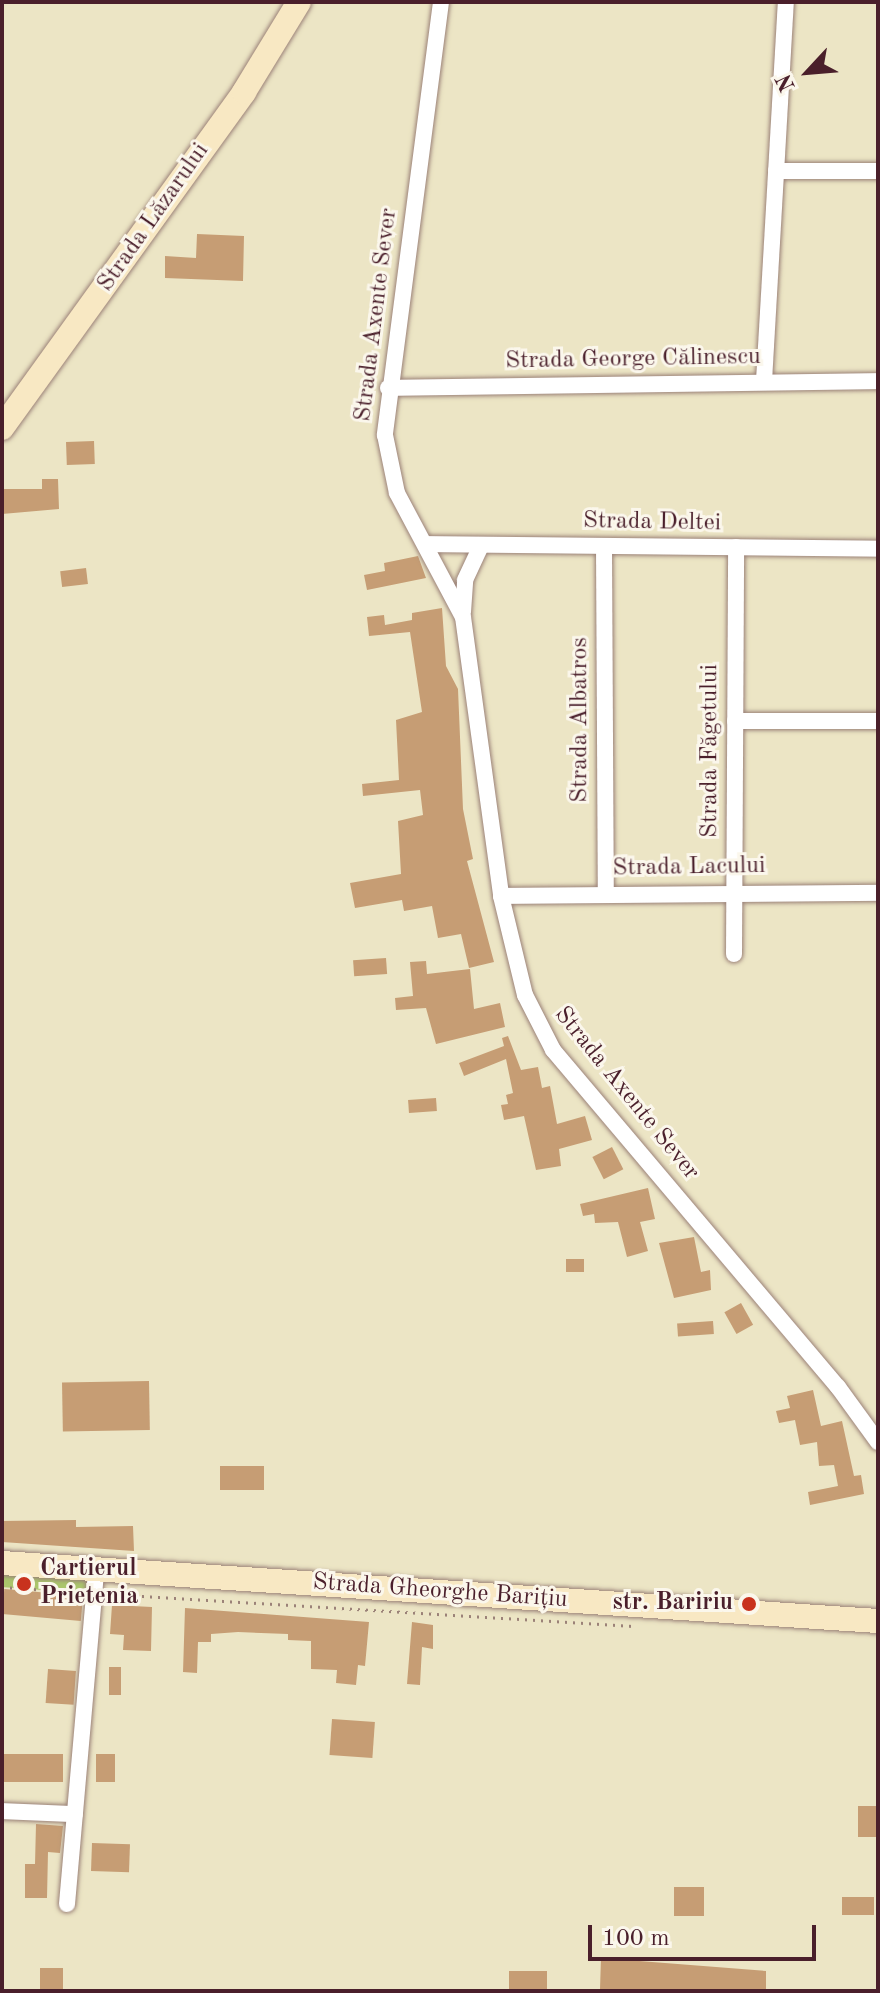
<!DOCTYPE html>
<meta charset="utf-8">
<style>
body{margin:0}
#map{position:relative;width:880px;height:1993px;overflow:hidden;background:#ece5c5;font-family:"Old Standard TT",serif}
div>[style]{position:absolute}
.green>*{inset:0;background:#abc66c;transform-origin:0 0}
.building>*{inset:0;background:#c69d74;transform-origin:0 0}
.path>*{height:3px;margin-top:-1.5px;transform-origin:0;background:repeating-linear-gradient(90deg,#9b8278 0 2px,transparent 0 8px)}
.roads{filter:drop-shadow(0 0 2px #9b8278) drop-shadow(0 0 2px #9b8278)}
.street>*{height:16px;margin:-8px;padding:0 8px;transform-origin:8px;border-radius:8px;background:#fff}
.secondary>*{height:24px;margin:-12px;padding:0 12px;transform-origin:12px;border-radius:12px;background:#f8e8c3}
.dots>*{width:22px;height:22px;translate:-50% -50%;box-sizing:border-box;border:4px solid #fbf7ec;border-radius:50%}
span{translate:-50% -50%;white-space:nowrap;text-align:center;line-height:1.15;-webkit-text-stroke:6px #fbf7ec;paint-order:stroke}
.street-label{font-size:24px;color:#4a1f2b}
.poi-label{font-size:24px;color:#4a1f2b;font-weight:700}
.left{translate:0 -50%;text-align:left}
.right{translate:-100% -50%;text-align:right}
.frame{position:absolute;inset:0;border:4px solid #4a1f2b;pointer-events:none}
.north{position:absolute;left:768px;top:32px;width:80px;height:80px;-webkit-text-stroke:6px #fbf7ec;paint-order:stroke;rotate:244deg;font-size:22px;font-weight:700;line-height:32px;text-align:center;color:#4a1f2b}
.north::after{content:'';display:block;margin:auto;width:28px;height:36px;background:#4a1f2b;clip-path:polygon(50% 0,100% 100%,50% 72%,0 100%)}
.scale{position:absolute;left:588px;top:1925px;width:228px;height:36px;box-sizing:border-box;border:4px solid #4a1f2b;border-top:0;padding-left:10px;font-size:24px;line-height:28px;white-space:nowrap;color:#4a1f2b;-webkit-text-stroke:6px #fbf7ec;paint-order:stroke}
</style>
<div id="map">
<div class="green">
<i style="left:2px;top:1563px;width:94px;height:24px;rotate:4deg"></i>
</div>
<div class="building">
<i style="clip-path:polygon(197px 234px,244px 236px,243px 281px,165px 278px,165px 256px,196px 258px)"></i>
<i style="left:94px;top:441px;width:23px;height:28px;rotate:88deg"></i>
<i style="clip-path:polygon(42px 479px,58px 479px,59px 509px,2px 514px,2px 489px,42px 489px)"></i>
<i style="clip-path:polygon(418px 556px,426px 578px,367px 590px,364px 575px,385px 571px,384px 563px)"></i>
<i style="left:86px;top:568px;width:16px;height:26px;rotate:83deg"></i>
<i style="clip-path:polygon(442px 608px,446px 666px,458px 689px,463px 809px,473px 859px,467px 861px,494px 962px,469px 968px,461px 934px,438px 938px,432px 906px,404px 911px,402px 900px,355px 908px,350px 883px,401px 874px,398px 821px,423px 815px,420px 790px,363px 796px,362px 784px,399px 780px,396px 720px,422px 712px,410px 632px,369px 636px,367px 617px,384px 615px,385px 625px,412px 620px,412px 613px)"></i>
<i style="left:386px;top:958px;width:16px;height:33px;rotate:86deg"></i>
<i style="clip-path:polygon(426px 961px,427px 974px,470px 969px,474px 1009px,500px 1003px,505px 1027px,436px 1044px,426px 1008px,396px 1010px,395px 998px,413px 996px,410px 962px)"></i>
<i style="clip-path:polygon(508px 1036px,521px 1070px,538px 1067px,542px 1088px,550px 1086px,557px 1124px,585px 1116px,592px 1140px,559px 1149px,561px 1166px,536px 1170px,524px 1116px,504px 1120px,501px 1105px,508px 1104px,506px 1095px,513px 1093px,506px 1059px,464px 1076px,459px 1063px,504px 1046px,502px 1038px)"></i>
<i style="left:436px;top:1098px;width:13px;height:28px;rotate:86deg"></i>
<i style="left:612px;top:1147px;width:25px;height:22px;rotate:63deg"></i>
<i style="clip-path:polygon(648px 1188px,655px 1219px,640px 1222px,648px 1251px,627px 1257px,618px 1222px,595px 1223px,594px 1214px,583px 1216px,580px 1204px)"></i>
<i style="clip-path:polygon(694px 1237px,701px 1272px,710px 1270px,711px 1290px,674px 1298px,659px 1243px)"></i>
<i style="left:566px;top:1259px;width:18px;height:13px"></i>
<i style="left:741px;top:1303px;width:25px;height:19px;rotate:61deg"></i>
<i style="left:713px;top:1321px;width:13px;height:36px;rotate:86deg"></i>
<i style="left:149px;top:1381px;width:49px;height:87px;rotate:89deg"></i>
<i style="clip-path:polygon(813px 1390px,821px 1426px,842px 1421px,854px 1476px,861px 1475px,864px 1494px,810px 1505px,808px 1492px,838px 1486px,834px 1465px,819px 1466px,817px 1442px,800px 1445px,795px 1420px,779px 1423px,776px 1411px,790px 1408px,787px 1396px)"></i>
<i style="left:264px;top:1466px;width:24px;height:44px;rotate:90deg"></i>
<i style="clip-path:polygon(76px 1520px,76px 1527px,133px 1526px,134px 1551px,2px 1542px,2px 1521px)"></i>
<i style="left:83px;top:1596px;width:25px;height:79px;rotate:95deg"></i>
<i style="clip-path:polygon(112px 1605px,152px 1607px,151px 1651px,123px 1650px,124px 1635px,110px 1634px)"></i>
<i style="clip-path:polygon(185px 1608px,369px 1622px,365px 1666px,358px 1665px,356px 1685px,336px 1683px,337px 1670px,311px 1669px,311px 1641px,288px 1640px,288px 1634px,238px 1632px,211px 1634px,211px 1642px,198px 1642px,197px 1673px,183px 1672px)"></i>
<i style="clip-path:polygon(412px 1622px,433px 1625px,433px 1649px,422px 1647px,420px 1685px,407px 1684px)"></i>
<i style="left:109px;top:1667px;width:12px;height:28px"></i>
<i style="left:48px;top:1669px;width:28px;height:34px;rotate:4deg"></i>
<i style="left:332px;top:1719px;width:43px;height:36px;rotate:4deg"></i>
<i style="left:2px;top:1754px;width:61px;height:28px"></i>
<i style="left:96px;top:1754px;width:19px;height:28px"></i>
<i style="left:858px;top:1806px;width:20px;height:31px"></i>
<i style="clip-path:polygon(36px 1824px,63px 1826px,60px 1853px,48px 1852px,47px 1898px,25px 1898px,25px 1864px,35px 1864px)"></i>
<i style="left:92px;top:1843px;width:38px;height:28px;rotate:2deg"></i>
<i style="left:674px;top:1887px;width:30px;height:29px"></i>
<i style="left:842px;top:1897px;width:32px;height:18px"></i>
<i style="clip-path:polygon(601px 1958px,766px 1971px,766px 1991px,600px 1989px)"></i>
<i style="left:40px;top:1968px;width:23px;height:23px"></i>
<i style="left:509px;top:1971px;width:38px;height:20px"></i>
</div>
<div class="path">
<i style="left:2px;top:1587px;width:76px;rotate:3.8deg"></i>
<i style="left:110px;top:1594px;width:524px;rotate:3.5deg"></i>
</div>
<div class="roads">
<div class="street">
<i style="left:441px;top:2px;width:437px;rotate:97.4deg"></i>
<i style="left:385px;top:435px;width:59px;rotate:78.3deg"></i>
<i style="left:397px;top:493px;width:140px;rotate:62deg"></i>
<i style="left:463px;top:617px;width:282px;rotate:82.2deg"></i>
<i style="left:501px;top:896px;width:102px;rotate:76.4deg"></i>
<i style="left:525px;top:995px;width:62px;rotate:63deg"></i>
<i style="left:553px;top:1050px;width:441px;rotate:49.8deg"></i>
<i style="left:838px;top:1387px;width:68px;rotate:54deg"></i>
<i style="left:776px;top:171px;width:102px"></i>
<i style="left:764px;top:381px;width:380px;rotate:-86.7deg"></i>
<i style="left:388px;top:388px;width:490px;rotate:-0.8deg"></i>
<i style="left:426px;top:544px;width:452px;rotate:0.6deg"></i>
<i style="left:604px;top:546px;width:347px;rotate:89.7deg"></i>
<i style="left:463px;top:612px;width:32px;rotate:-86deg"></i>
<i style="left:465px;top:580px;width:38px;rotate:-65deg"></i>
<i style="left:735px;top:721px;width:143px"></i>
<i style="left:501px;top:896px;width:377px;rotate:-0.5deg"></i>
<i style="left:734px;top:954px;width:407px;rotate:-89.7deg"></i>
<i style="left:2px;top:1811px;width:73px;rotate:2.4deg"></i>
<i style="left:67px;top:1904px;width:335px;rotate:-85deg"></i>
</div>
<div class="secondary">
<i style="left:2px;top:428px;width:414px;rotate:-54.2deg"></i>
<i style="left:244px;top:92px;width:105px;rotate:-58.6deg"></i>
<i style="left:2px;top:1563px;width:878px;rotate:3.79deg"></i>
</div>
</div>
<div class="dots">
<i style="left:24px;top:1584px;background:#c8321e"></i>
<i style="left:749px;top:1604px;background:#c8321e"></i>
</div>
<div class="street-label">
<span style="left:154px;top:218px;rotate:-55deg">Strada Lăzarului</span>
<span style="left:377px;top:315px;rotate:-83deg">Strada Axente Sever</span>
<span style="left:633px;top:360px;rotate:-1deg">Strada George Călinescu</span>
<span style="left:652px;top:523px;rotate:1deg">Strada Deltei</span>
<span style="left:581px;top:720px;rotate:-90deg">Strada Albatros</span>
<span style="left:711px;top:751px;rotate:-90deg">Strada Făgetului</span>
<span style="left:689px;top:868px;rotate:-1deg">Strada Lacului</span>
<span style="left:626px;top:1094px;rotate:51deg">Strada Axente Sever</span>
<span style="left:440px;top:1592px;rotate:4deg">Strada Gheorghe Barițiu</span>
</div>
<div class="poi-label">
<span class="left" style="left:40px;top:1584px">Cartierul<br>Prietenia</span>
<span class="right" style="left:733px;top:1604px">str. Baririu</span>
</div>
<div class="frame"></div>
<div class="north">N</div>
<div class="scale">100 m</div>
</div>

▶ What is needed: Tallying every line that holds the string "right", report the total for the records and nothing else.

▶ Exercise solution: 2